5.6 AI optimisation engine
Two AI capabilities, both via Phase 6's LLM router + classical ML:
- Load forecaster (next 24 h, next 7 days) — gradient-boosted regressor over weather + occupancy + historical; updated nightly.
- Optimisation advisor — LLM agent with read tools (telemetry, weather, tariff, performance curves) + structured-output recommendation; no write tools by default (write requires explicit
cpms.write.*permission).
5.7 What-if simulator
- Closed-form regression model per equipment (validated against measured data).
- Plant-level rollup with parasitic loads.
- Inputs: weather (manual or forecast), load (manual or forecast), setpoints (per-loop), equipment selection.
- Outputs: kWh, kW/RT, peak kW, alarm risk; with bounds.
5.8 Safety: closed-loop control
When tenant enables closed-loop control:
- Every control action runs through a Phase 7 workflow.
- Circuit breaker — if any safety-critical telemetry deviates (chilled-water temp drifts > X, pressure exceeds limit), system reverts to last known good state and notifies on-call.
- Two-person rule for first-time activation of any new action type.
- Audit — every action logged with operator, rationale, before/after, override path.
6. Detailed Specifications
6.1 API surface (Phase 10 additions)
# Plant model
GET /api/v1/cpms/plants
POST /api/v1/cpms/plants
GET /api/v1/cpms/plants/:id
PATCH /api/v1/cpms/plants/:id
GET /api/v1/cpms/plants/:id/schematic
POST /api/v1/cpms/plants/:id/schematic
# Performance & KPIs
GET /api/v1/cpms/plants/:id/kpis?range=...
GET /api/v1/cpms/equipment/:id/curve
GET /api/v1/cpms/equipment/:id/baseline
POST /api/v1/cpms/equipment/:id/baseline (set baseline period)
# Sequencing & staging
GET /api/v1/cpms/plants/:id/staging/state
GET /api/v1/cpms/plants/:id/staging/recommendation
POST /api/v1/cpms/plants/:id/staging/apply (workflow-gated)
# Setpoint reset
GET /api/v1/cpms/plants/:id/reset/recommendations
POST /api/v1/cpms/plants/:id/reset/apply
# FDD
GET /api/v1/cpms/findings?status=open&plantId=...
PATCH /api/v1/cpms/findings/:id (acknowledge / close)
POST /api/v1/cpms/findings/:id/create-work-order
# AI optimisation
POST /api/v1/cpms/ai/forecast (load forecast)
POST /api/v1/cpms/ai/recommend (LLM agent)
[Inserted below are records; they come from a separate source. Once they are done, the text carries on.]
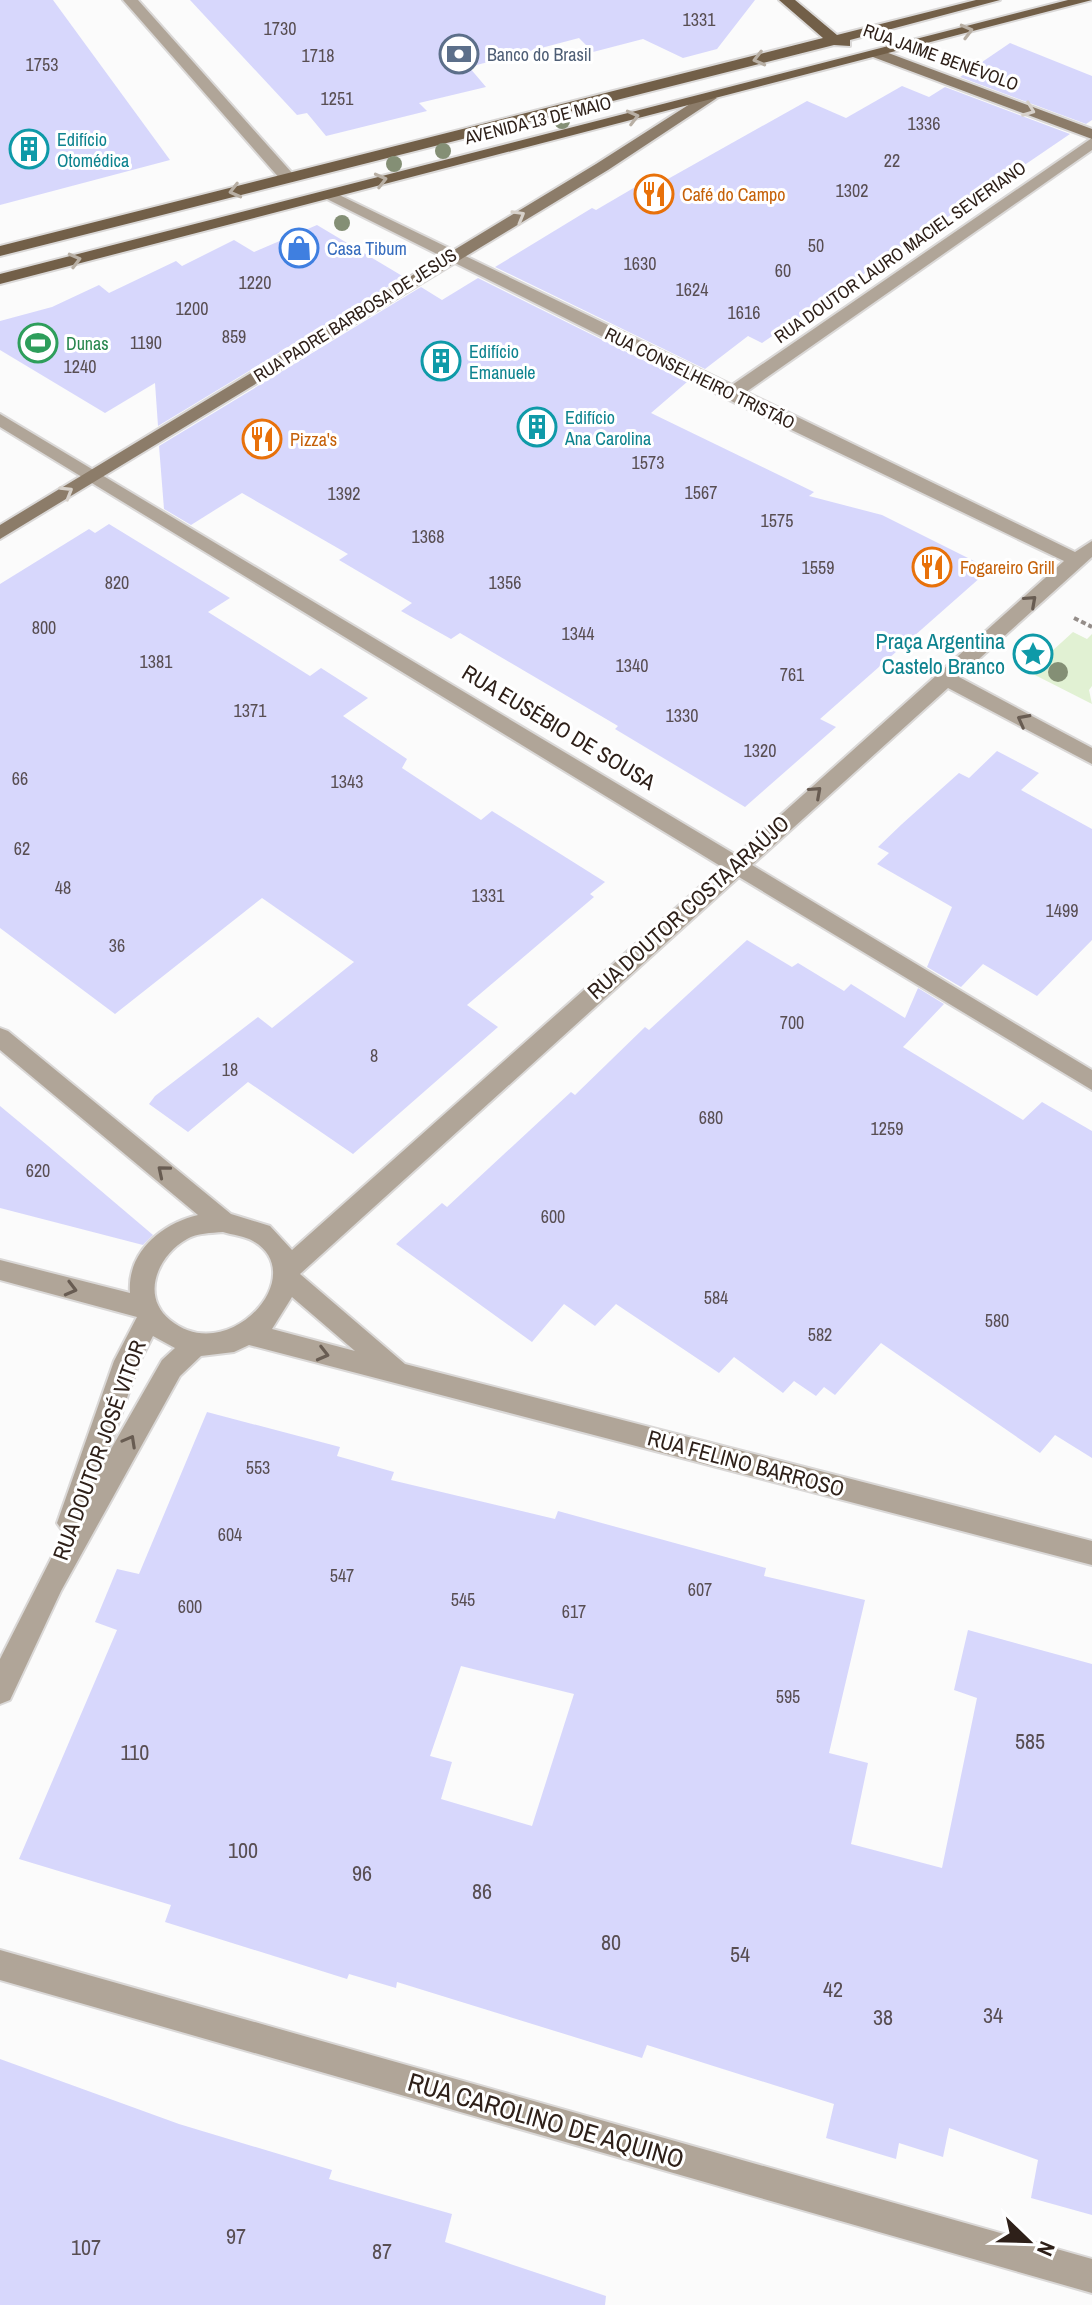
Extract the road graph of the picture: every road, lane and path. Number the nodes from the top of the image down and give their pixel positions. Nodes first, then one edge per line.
1 (130, 0) edge
2 (786, 0) edge
3 (993, 0) edge
4 (1085, 0) edge
5 (834, 40) junction
6 (878, 54) junction
7 (709, 98) junction
8 (1092, 134) edge
9 (1092, 143) edge
10 (287, 177) junction
11 (325, 194) junction
12 (0, 251) edge
13 (452, 255) junction
14 (0, 279) edge
15 (731, 394) junction
16 (0, 419) edge
17 (94, 475) junction
18 (0, 533) edge
19 (1085, 553) edge
20 (1083, 609) dead end
21 (1074, 618) junction
22 (1092, 627) edge
23 (1062, 628) dead end
24 (945, 678) junction
25 (1092, 757) edge
26 (737, 862) junction
27 (0, 1037) edge
28 (1092, 1081) edge
29 (223, 1222) junction
30 (0, 1270) edge
31 (287, 1274) junction
32 (146, 1313) junction
33 (247, 1334) junction
34 (196, 1344) junction
35 (400, 1373) junction
36 (1092, 1553) edge
37 (51, 1582) junction
38 (0, 1690) edge
39 (0, 1965) edge
40 (1092, 2276) edge

1 - 10 street
2 - 5 main road, RUA JAIME BENÉVOLO
3 - 5 main road, AVENIDA 13 DE MAIO
6 -> 4 main road, AVENIDA 13 DE MAIO
5 - 6 main road, RUA JAIME BENÉVOLO
5 -> 10 main road, AVENIDA 13 DE MAIO
6 - 7 main road, AVENIDA 13 DE MAIO
6 -> 8 street, RUA JAIME BENÉVOLO
11 -> 7 main road, AVENIDA 13 DE MAIO
13 -> 7 street, RUA PADRE BARBOSA DE JESUS
9 - 15 street, RUA DOUTOR LAURO MACIEL SEVERIANO
10 -> 12 main road, AVENIDA 13 DE MAIO
11 - 13 street, RUA CONSELHEIRO TRISTÃO
14 -> 11 main road, AVENIDA 13 DE MAIO
13 - 15 street, RUA CONSELHEIRO TRISTÃO
13 - 17 street, RUA PADRE BARBOSA DE JESUS
15 - 19 street, RUA CONSELHEIRO TRISTÃO
16 - 17 street, RUA EUSÉBIO DE SOUSA
18 -> 17 street, RUA PADRE BARBOSA DE JESUS
17 - 26 street, RUA EUSÉBIO DE SOUSA
24 -> 19 street, RUA DOUTOR COSTA ARAÚJO
20 - 21 path
21 - 22 path
21 - 23 path
25 -> 24 street
26 -> 24 street, RUA DOUTOR COSTA ARAÚJO
26 - 28 street, RUA EUSÉBIO DE SOUSA
26 - 31 street, RUA DOUTOR COSTA ARAÚJO
29 -> 27 street
29 - 31 street
29 - 32 street
30 -> 32 street
31 - 33 street
31 - 35 street, RUA FELINO BARROSO
32 - 34 street
32 - 37 street, RUA DOUTOR JOSÉ VITOR
33 - 34 street
33 -> 35 street, RUA FELINO BARROSO
37 -> 34 street, RUA DOUTOR JOSÉ VITOR
35 - 36 street, RUA FELINO BARROSO
37 - 38 street, RUA DOUTOR JOSÉ VITOR
39 - 40 street, RUA CAROLINO DE AQUINO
GET /api/v1/cpms/ai/runs/:id
# What-if simulator
POST /api/v1/cpms/whatif/run
GET /api/v1/cpms/whatif/runs/:id
6.2 Permissions added
cpms.read cpms.write
cpms.plant.read cpms.plant.update cpms.plant.schematic.update
cpms.staging.recommend cpms.staging.apply
cpms.reset.recommend cpms.reset.apply
cpms.fdd.read cpms.fdd.update
cpms.ai.run
cpms.whatif.run
cpms.control.enable (per tenant; gate for any write to plant)
6.3 KPI catalogue (CPMS)
| KPI | Definition | Unit |
|---|---|---|
| Plant kW/RT | (chiller + pumps + tower kW) / plant cooling output | kW/RT |
| Per-chiller kW/RT | input / output | kW/RT |
| IPLV / NPLV | weighted part-load efficiency | kW/RT |
| Plant COP | cooling output / total input | — |
| Approach (chiller) | LWT − refrigerant evap temp | K |
| Approach (CT) | CWR − wet-bulb | K |
| Range (CT) | CWS − CWR | K |
| Loop ΔT | supply − return | K |
| Specific pump power | kW / (L/s) | kW·s/L |
| % runtime above efficient band | rolling | % |
| FDD open count by severity | rolling | count |
| Predicted savings vs baseline | last 7 / 30 days | kWh / % |
| Carbon intensity of plant | kWh × grid emission factor | kgCO2e |
6.4 Dashboard widgets (CPMS)
- Plant Schematic Live
- Plant kW/RT Live Tile
- Chiller Performance Card
- Cooling Tower Performance Card
- Staging State + Recommendation
- Setpoint Reset Recommendation
- FDD Open Findings
- What-if Simulator (mini)
- AI Daily Recommendation Card
- Energy + Carbon vs Baseline
6.5 Workflow templates (CPMS)
- High kW/RT response —
plant kW/RT > 0.85 for 30 min→ create P2 work order, notify on-call, attach 24-h telemetry chart. - Daily optimisation digest —
daily 06:00→ run AI recommend → email FM lead. - Approval-gated setpoint apply — recommend → human approves → workflow writes setpoint → verify → revert on anomaly.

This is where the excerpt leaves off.